8°)- ALORS QUE l'un des époux peut être tenu de verser à l'autre une prestation compensatoire destinée à compenser, autant qu'il est possible la disparité que la rupture du mariage créé dans les conditions de vie respectives ; que la prestation compensatoire est fixée selon les besoins de l'époux à qui elle est versée et les ressources de l'autre en tenant de la situation au moment du divorce dans un avenir prévisible ; qu'il s'en évince que le juge ne peut se fonder sur des circonstances antérieures au prononcé du divorce pour apprécier l'existence du droit de l'un des époux à bénéficier d'une prestation compensatoire ; que pour fixer le montant de la prestation compensatoire à la somme de 150.000 € due par M. [W] à Mme [B], la cour d'appel a pris en considération le revenu imposable de ce dernier depuis 2009 ; qu'en se fondant ainsi sur des circonstances antérieures au prononcé du divorce pour apprécier l'existence du droit de l'un des époux à bénéficier d'une prestation compensatoire, la cour d'appel a violé les articles 270 et 271 du code civil.
SECOND MOYEN DE CASSATION :
-M. [S] [W] FAIT GRIEF A l'arrêt confirmatif attaqué de l'avoir débouté de ses demandes d'attribution préférentielle,
1°)- ALORS QUE pour rejeter la demande d'attribution préférentielle sur le fondement de l'article 267 du code civil dans sa rédaction antérieure à celle issue de l'ordonnance n° 2015-1288 du 15 octobre 2015, la cour s'est bornée à énoncer que « les parties sont en désaccord sur la valorisation des parts de sociétés ainsi que des immeubles.

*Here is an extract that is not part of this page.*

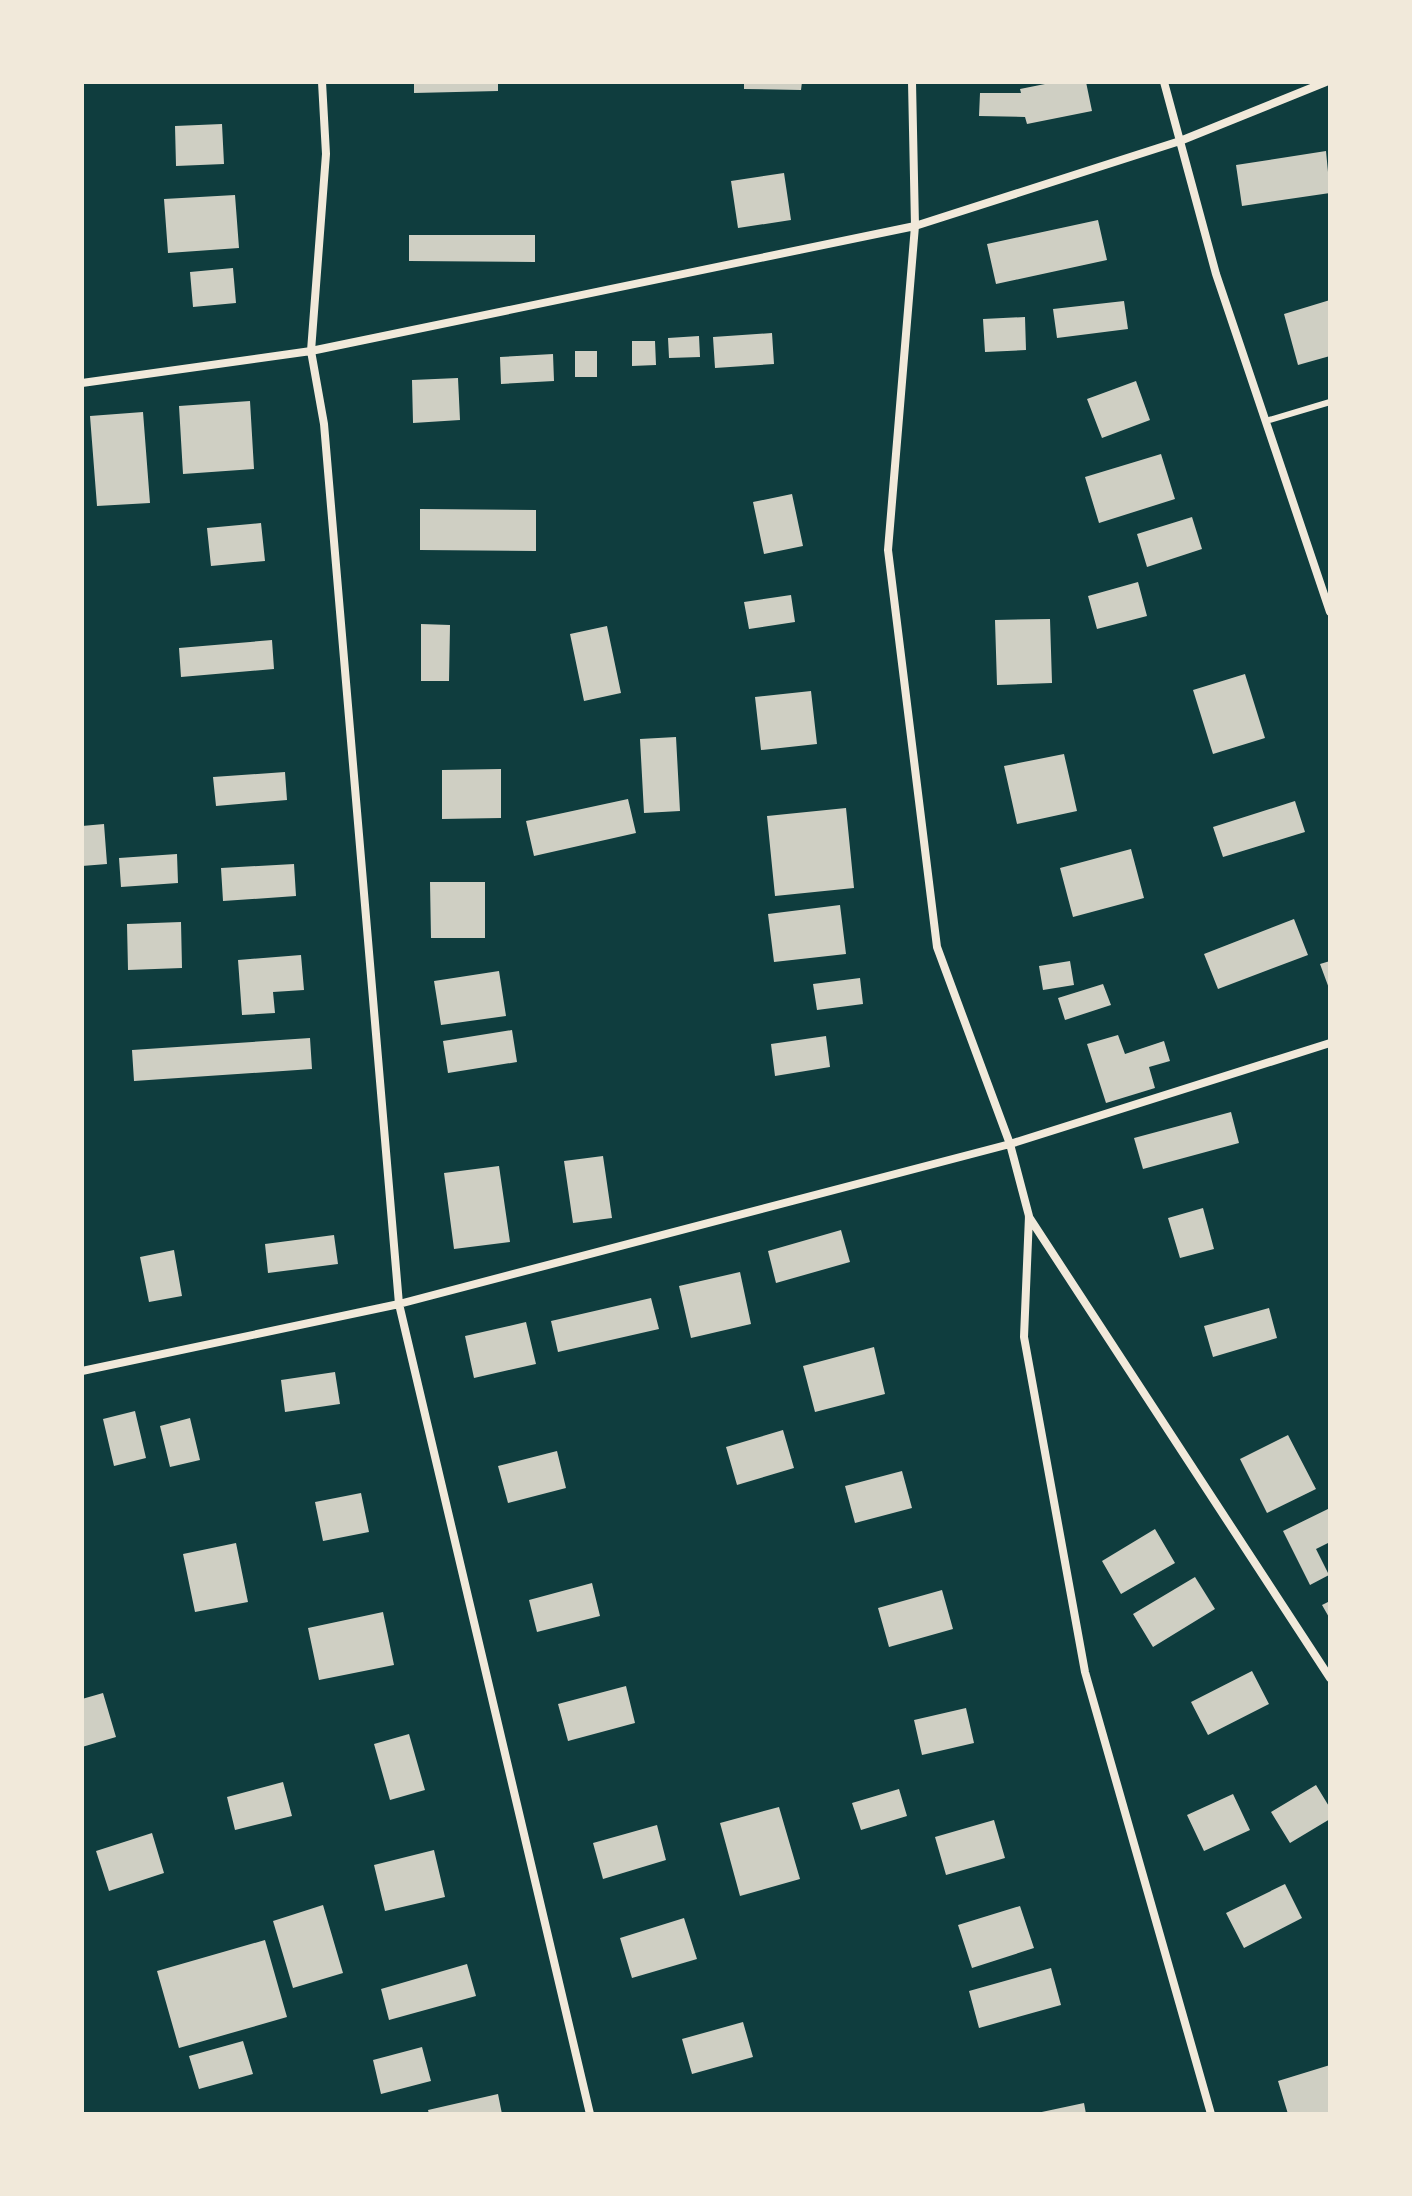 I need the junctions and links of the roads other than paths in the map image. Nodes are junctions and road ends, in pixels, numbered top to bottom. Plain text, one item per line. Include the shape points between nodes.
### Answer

Le rapport du notaire a été déposé le 20 décembre 2018, puis modifié le 7 janvier 2019. En tout état de cause, il a été établi il y a plus de deux ans et M. [W] lui-même se prévaut d'une situation ayant évolué, de sorte que la valorisation devra être révisée dans le cadre des opérations de compte, liquidation et partage » ; qu'en statuant ainsi alors que la valeur des immeubles et des parts sociales sont sans incidence sur le principe de leur attribution préférentielle par le juge du divorce, la cour d'appel a violé l'article 267 du code civil dans sa rédaction antérieure à celle issue de l'ordonnance n° 2015-1288 du 15 octobre 2015.